Меня удивило, что все, окружавшие мой стол люди, сразу поверили. Нитки были черные, прочные и хорошо заметные. Не увидеть такую нитку, стоя вплотную к столу, было невозможно. И все равно поверили. Вот и пойми выверты людской психологии! Хорошо еще, что Светланы среди галдящей вокруг меня толпы не было…
После работы я слез с «единички» в городе. В кассе Дома Культуры купил два билета на вечерний сеанс заезжей экстрасенсорши. Как утверждала афиша – знаменитого магистра магических наук Живаго Эрны Александровы – гипнотизера и белой ведьмы, получившей диплом в знаменитой школе магии города Мюнхена.
С афиши на меня смотрела женщина демонической внешности. Она энергично протягивала руки к золотистого цвета магической чаше, из которой валили вверх клубы дыма.
Хватит вариться в собственном соку. – решил я.– Нужно поглядеть и одновременно поучиться, какими приемами владеет моя коллега по дару и как она ими пользуется. Я теперь не помню, по каким соображениям Светлана отказалась сходить на сеанс. Я пошел один. Было интересно с позиции моих теперешних знаний посмотреть на работу своего коллеги.
Афиша, которую я разглядывал рядом с кассой Дома Культуры, заинтересовала не одного меня. Ко входу в Дом Культуры тянулись вереницы людей, тоже жаждущих поглядеть на экстрасенса европейского калибра.
Я разделся и прошел на свое место через ярко освещенное фойе в актовый зал, уже наполовину заполненный празднично одетой публикой. Негромкий гул голосов бился о стены зала, обладавшего хорошей акустикой, и походил на шум прибоя своими приливами и отливами.
Занавес был задернут и народ продолжал прибывать. Я смотрел на занавес и пытался вспомнить, когда я был в последний раз на каком-либо концерте. С неприятным удивлением обнаружил, что после моего последнего посещения этого зала прошло более десяти лет.
Совсем обнаглел, Ведунов! Омещанился в конец! – рассердился я сам на себя.– Сидишь дома, как старый дед, и Светлану тоже приучил сидеть дома!
Как-то незаметно для меня перед занавесом вдруг возник маленький человек. Он откашлялся и произнес первую фразу таким хорошо поставленным и могучим голосом, что я вздрогнул.
– Уважаемые зрители! Дамы и господа! Товарищи! – начал он.– Перед вами сегодня выступит знаменитая и непревзойденная до сих пор экстрасенс и гипнотизер, факир и, наконец, белая колдунья, всемирно известная мадам Живаго Эрна Александровна! Похлопаем, товарищи!
Он говорил что-то еще о дипломе первой степени по магическому искусству, о сотрудничестве с Джуной Давиташвили и так далее.

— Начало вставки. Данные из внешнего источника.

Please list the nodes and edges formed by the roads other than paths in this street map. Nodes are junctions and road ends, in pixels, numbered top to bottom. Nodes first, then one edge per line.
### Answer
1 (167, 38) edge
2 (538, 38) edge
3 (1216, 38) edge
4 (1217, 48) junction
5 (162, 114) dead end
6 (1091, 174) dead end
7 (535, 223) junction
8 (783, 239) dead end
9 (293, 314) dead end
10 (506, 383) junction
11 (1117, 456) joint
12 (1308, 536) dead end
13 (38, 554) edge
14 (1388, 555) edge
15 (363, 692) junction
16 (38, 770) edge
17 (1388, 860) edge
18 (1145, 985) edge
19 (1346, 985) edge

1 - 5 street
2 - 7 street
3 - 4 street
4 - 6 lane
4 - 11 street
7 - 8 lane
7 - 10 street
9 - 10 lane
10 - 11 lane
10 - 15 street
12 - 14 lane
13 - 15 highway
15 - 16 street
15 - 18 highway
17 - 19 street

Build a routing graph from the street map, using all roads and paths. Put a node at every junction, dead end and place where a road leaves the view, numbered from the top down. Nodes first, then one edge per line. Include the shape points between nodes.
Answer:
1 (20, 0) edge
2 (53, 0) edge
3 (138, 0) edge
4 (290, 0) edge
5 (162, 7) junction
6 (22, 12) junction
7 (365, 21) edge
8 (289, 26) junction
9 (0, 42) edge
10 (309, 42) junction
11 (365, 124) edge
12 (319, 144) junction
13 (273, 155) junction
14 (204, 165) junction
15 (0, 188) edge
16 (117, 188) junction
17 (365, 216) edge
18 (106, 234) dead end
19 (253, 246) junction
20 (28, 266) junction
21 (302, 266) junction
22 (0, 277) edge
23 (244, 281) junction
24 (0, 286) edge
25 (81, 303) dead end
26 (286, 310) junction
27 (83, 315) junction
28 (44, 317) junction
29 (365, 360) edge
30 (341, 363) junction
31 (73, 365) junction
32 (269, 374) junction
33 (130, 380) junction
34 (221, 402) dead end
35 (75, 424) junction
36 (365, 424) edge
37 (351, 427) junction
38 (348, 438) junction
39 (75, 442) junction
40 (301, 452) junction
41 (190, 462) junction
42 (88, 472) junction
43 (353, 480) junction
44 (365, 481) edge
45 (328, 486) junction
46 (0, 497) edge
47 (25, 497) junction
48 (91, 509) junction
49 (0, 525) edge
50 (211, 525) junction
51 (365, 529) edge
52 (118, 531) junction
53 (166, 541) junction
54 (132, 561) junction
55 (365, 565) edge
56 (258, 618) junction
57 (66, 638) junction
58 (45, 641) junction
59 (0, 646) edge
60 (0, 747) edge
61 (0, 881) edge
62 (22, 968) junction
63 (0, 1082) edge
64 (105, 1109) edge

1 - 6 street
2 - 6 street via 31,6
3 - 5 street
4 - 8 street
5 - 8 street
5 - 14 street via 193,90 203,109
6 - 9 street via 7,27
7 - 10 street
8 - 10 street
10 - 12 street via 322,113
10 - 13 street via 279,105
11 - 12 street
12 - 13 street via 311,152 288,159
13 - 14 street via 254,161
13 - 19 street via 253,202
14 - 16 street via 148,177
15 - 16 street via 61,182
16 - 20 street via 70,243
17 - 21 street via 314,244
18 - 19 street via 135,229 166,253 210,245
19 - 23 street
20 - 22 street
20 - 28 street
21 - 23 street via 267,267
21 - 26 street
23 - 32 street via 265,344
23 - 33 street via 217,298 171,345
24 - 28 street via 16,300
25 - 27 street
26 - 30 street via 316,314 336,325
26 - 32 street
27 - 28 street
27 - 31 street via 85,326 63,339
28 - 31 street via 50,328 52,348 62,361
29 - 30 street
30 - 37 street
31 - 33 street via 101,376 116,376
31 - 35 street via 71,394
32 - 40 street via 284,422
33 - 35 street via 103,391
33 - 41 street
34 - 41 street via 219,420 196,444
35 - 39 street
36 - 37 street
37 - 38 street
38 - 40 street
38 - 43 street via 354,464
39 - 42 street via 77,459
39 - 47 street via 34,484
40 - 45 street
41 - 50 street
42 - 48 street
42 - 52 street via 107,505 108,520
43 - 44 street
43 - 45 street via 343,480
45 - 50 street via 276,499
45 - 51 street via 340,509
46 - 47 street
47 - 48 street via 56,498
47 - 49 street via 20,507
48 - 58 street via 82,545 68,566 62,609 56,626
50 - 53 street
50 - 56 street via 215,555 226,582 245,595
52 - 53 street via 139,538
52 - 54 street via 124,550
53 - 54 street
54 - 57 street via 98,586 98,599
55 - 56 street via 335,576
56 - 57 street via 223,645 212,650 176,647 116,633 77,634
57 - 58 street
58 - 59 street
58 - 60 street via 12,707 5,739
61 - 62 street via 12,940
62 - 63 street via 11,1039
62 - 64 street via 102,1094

Я перестал вслушиваться в смысл произносимых конферансье слов. Я слушал только голос, чарующий, наполненный такой мощью, что, казалось, он мог принадлежать великану, а не маленькому человечку, стоявшему перед занавесом. Моя соседка охарактеризовала свои впечатления двумя короткими фразами:
– Плюгавенький мужичок! Зато голосище! ..
Пока мы с соседкой любовались голосом, конферансье закончил представление знаменитой мадам Живаго и, мгновенно стушевавшись, отступил в сторону. Раздались торжественные звуки бравурного марша, занавес колыхнулся и разошелся в стороны. На сцену, в сопровождении двух ассистентов, вышла крупная статная женщина во всем черном.
Ее вид полностью соответствовал афишной рекламе и похвалам конферансье. Все в ней было черным и одновременно очень выразительным. Черные огромные глаза и брови. Густые, как вороново крыло, волосы, густой волной рассыпавшиеся по плечам, сливаясь с черным материалом платья, змеились по черной мантии с кроваво-красным подкладом. Мантия была наброшена на плечи и скреплена на левом плече сверкающей звездочкой броши.
У мадам Живаго были уверенные манеры и резкий повелительный голос. Черное, длинное, до пят, платье с глухим воротом вспыхивало искорками при малейшем движении и сидело на ней, как влитое. Обнаженные до плеч руки были по локти затянуты в черные перчатки. В левой руке она держала небольшой бело-золотой жезл, очевидно из слоновой кости. Жезлом она давала указания своим ассистентам, которые быстро установили на сцене ее нехитрый, но производящий впечатление, реквизит.
Я смотрел на яркую женщину с уважением. Надо же так уметь подать себя! Наверняка, в жизни она другая. Но на сцене статная женщина гляделась неземным существом. В ней действительно чувствовалось что-то демоническое.
Первое отделение было обычным представлением циркового фокусника. Ловкость тренированных пальцев без малейших признаков магии. Я с удовольствием смотрел на сложные трюки с исчезновением предметов и их неожиданным появлением в самых различных местах. Когда мадам дошла до манипуляций с кольцами и вызвала на сцену добровольца, у меня начало портиться настроение.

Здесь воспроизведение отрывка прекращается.